Their neighborhood on Staten Island’s southeastern shore today looks somewhat post-apocalyptic. Some lots are empty. Others are in various states of decay. The remains of a white-shingled house on Kissam Avenue sags in on itself behind an orange plastic fence. Six-foot-tall reeds encroach upon it from either side, brushing the boarded-up windows in the gentle breeze coming off the nearby Atlantic Ocean.

With the state cutting checks for dilapidated houses and Oakwood Beach’s transformation moving ahead, it didn’t take long for people in other hard-hit areas to start asking about selling out.

“I thought what happened over there was great, but it was hard for me to appreciate that while my own neighborhood was still totally destroyed,” said Frank Moszcynski, a resident of Ocean Breeze, just a mile and a half north of Oakwood Beach.

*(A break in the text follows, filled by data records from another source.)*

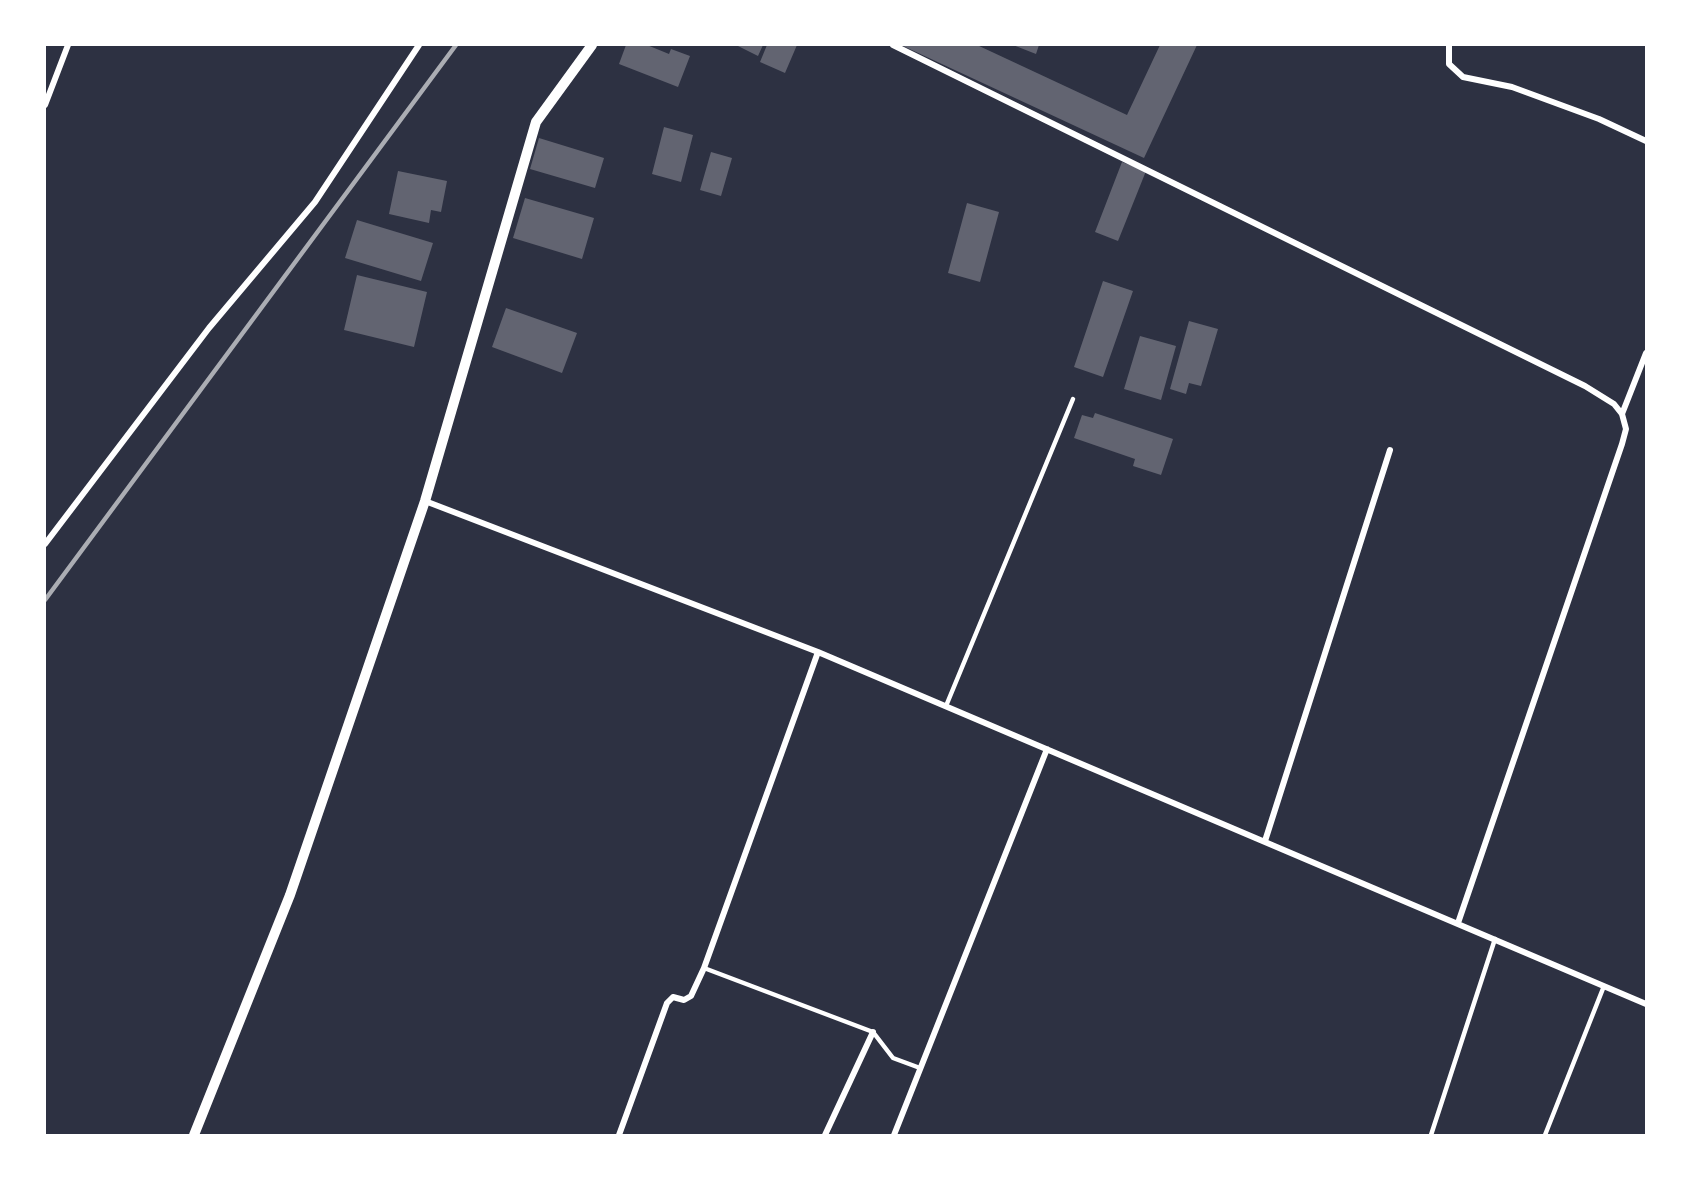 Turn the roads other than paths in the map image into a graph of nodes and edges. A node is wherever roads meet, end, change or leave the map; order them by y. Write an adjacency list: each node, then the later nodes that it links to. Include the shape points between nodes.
1 (68, 45): 6 (street)
2 (419, 45): 13 (street, via 315,202 209,328)
3 (592, 45): 12 (street, via 536,122)
4 (893, 45): 10 (street, via 1585,386 1614,404)
5 (1449, 45): 7 (street, via 1449,64 1463,77 1512,87)
6 (45, 105)
7 (1646, 141)
8 (1646, 353): 10 (street)
9 (1073, 399): 15 (lane)
10 (1622, 414): 18 (street, via 1626,429 1622,444)
11 (1390, 450): 17 (street)
12 (425, 501): 14 (street); 25 (street, via 290,896)
13 (45, 544)
14 (818, 652): 15 (street); 20 (street)
15 (946, 706): 16 (street)
16 (1047, 749): 17 (street); 24 (street)
17 (1265, 841): 18 (street)
18 (1458, 923): 19 (street)
19 (1495, 939): 21 (street); 29 (lane)
20 (704, 968): 23 (lane); 26 (street, via 691,996 684,1000 673,997 667,1003)
21 (1604, 986): 22 (street); 30 (lane)
22 (1646, 1004)
23 (873, 1032): 24 (lane, via 893,1058); 27 (street)
24 (920, 1068): 28 (street)
25 (194, 1135)
26 (619, 1135)
27 (825, 1135)
28 (894, 1135)
29 (1431, 1135)
30 (1545, 1135)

Residents there said that city officials who went on to establish the Build It Back program came to Ocean Breeze in November 2012 and pledged to buy back homes, but only at reduced, post-storm prices. It was not a great deal, but it was better than nothing.

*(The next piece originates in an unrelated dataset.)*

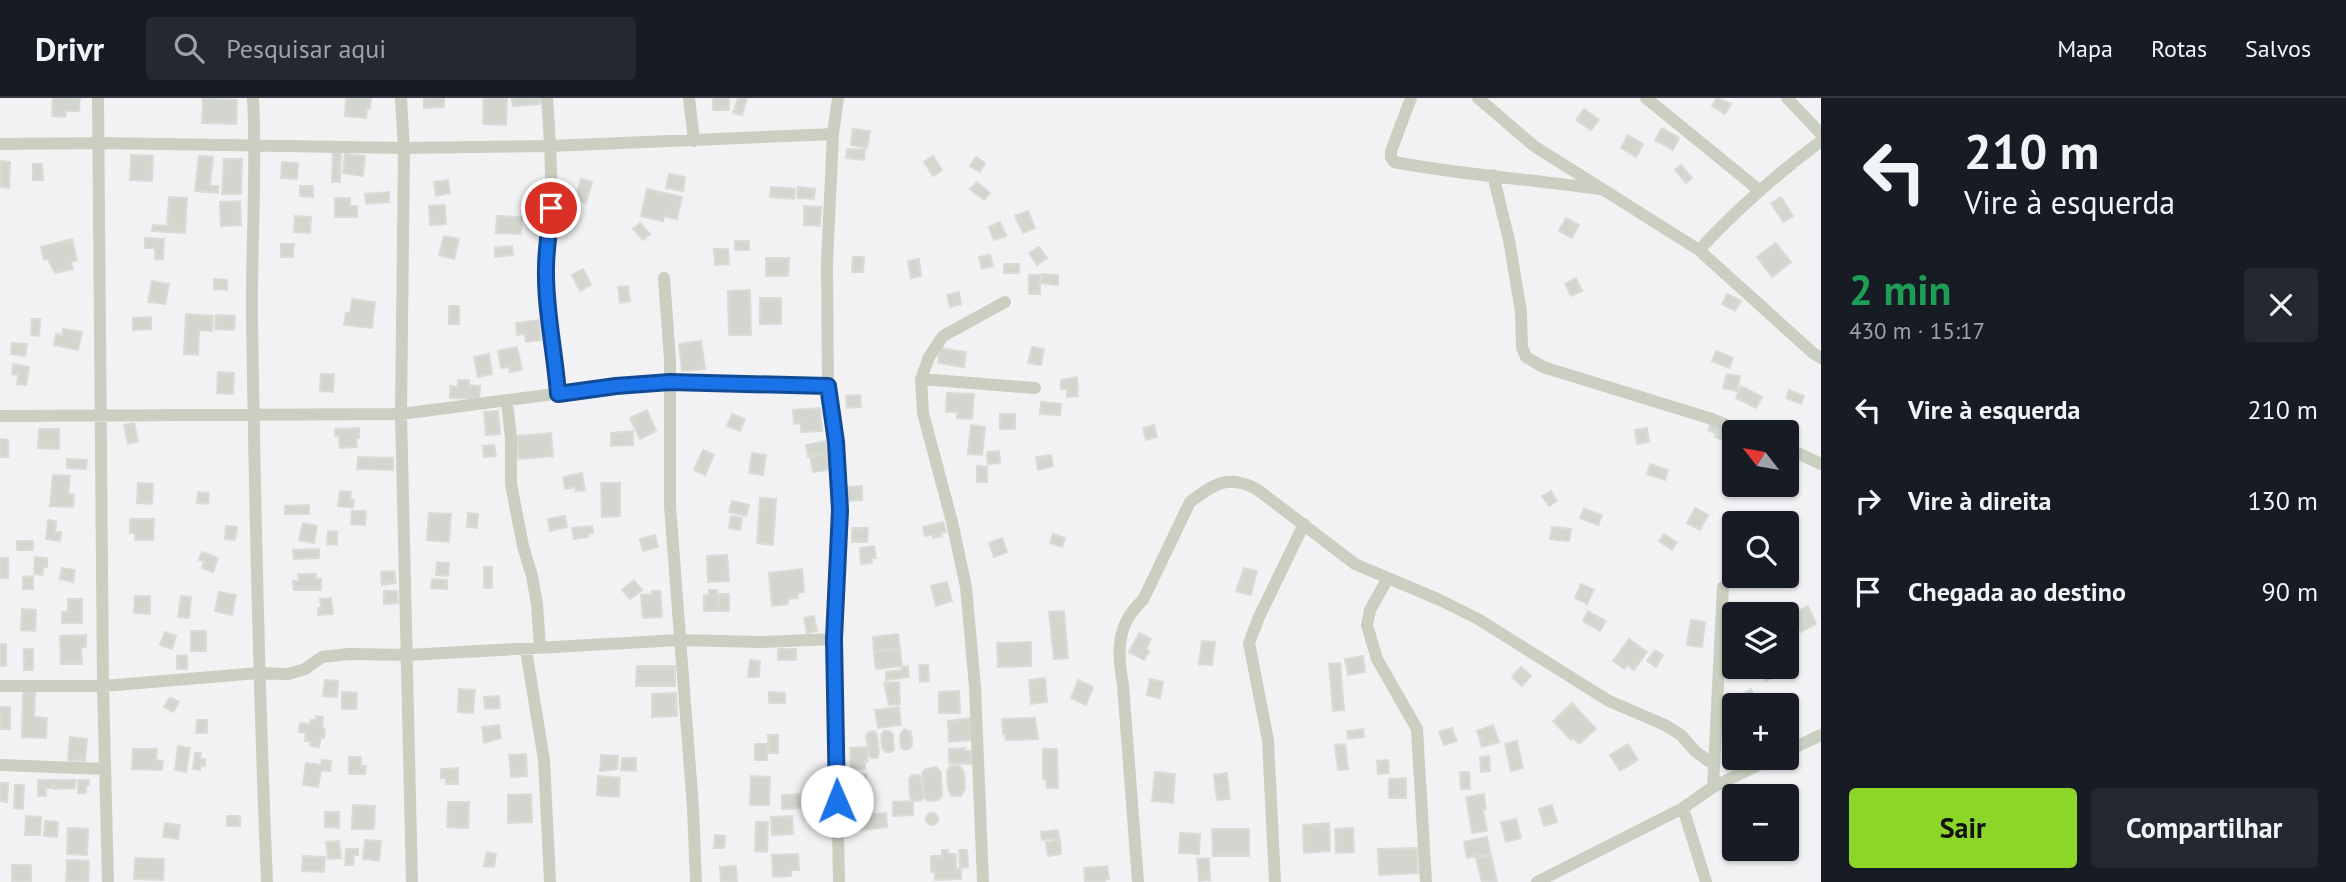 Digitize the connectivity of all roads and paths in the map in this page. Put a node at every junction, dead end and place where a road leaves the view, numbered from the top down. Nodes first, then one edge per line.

“They said they’d be back tomorrow with paperwork to get things started,” Mr. Moszcynski recalled. “Tomorrow never came.”

Joe Herrnkind—a neighbor of Mr. Moszcynski who was unable to get back into his house for three days and who discovered that the floodwaters had gone as high as his attic—was similarly frustrated by what seemed to be the city’s ham-fisted response. In the spring of 2013, they formed the Staten Island Alliance, a community group focused on getting relief for the area around Ocean Breeze. Inspired by what had been done at Oakwood Beach, Mr. Moszcynski inquired about the state buyout program, only to be told by a local city official, “I think we can both agree that ship has sailed.”

Neighbors organize

Undeterred, Mr. Moszcynski began to ask around. A few weeks later, a mutual friend introduced him to Mr. Tirone, who assured Mr. Moszcynski that the buyout program was very much available to those who knew how to apply.

Playing the role that community leaders in Tennessee and upstate had played for him, Mr. Tirone guided the alliance through a bureaucratic maze.

Ocean Breeze homeowners responded much like those in Oakwood Beach had. Messrs. Herrnkind and Moszcynski on weekends set up a tent in their neighborhood and urged neighbors to sign a petition urging the governor to buy them out. More than 90% did, and on Nov. 19 of last year, Mr. Cuomo stood next to the tent and told the community that the buyout would go forward.

“I hadn’t seen that many smiles since before the storm,” said Mr. Moszcynski. “There was finally some sense of hope around here.”

After that press conference, buyouts started in Ocean Breeze, and Mr. Cuomo has again used the enhanced zone idea to increase the participation rate, helping to return this quiet community to nature.

“People here are happy with the buyout,” said Mr. Herrnkind. “We’re moving on with our lives a lot faster than the people in Build It Back.”

Correction: City officials who eventually established the Build It Back program visited Ocean Breeze in November 2012. This fact was misstated in an earlier version of this article, originally published online Oct. 20, 2014.

A version of this article appears in the October 20, 2014, print issue of Crain’s New York Business.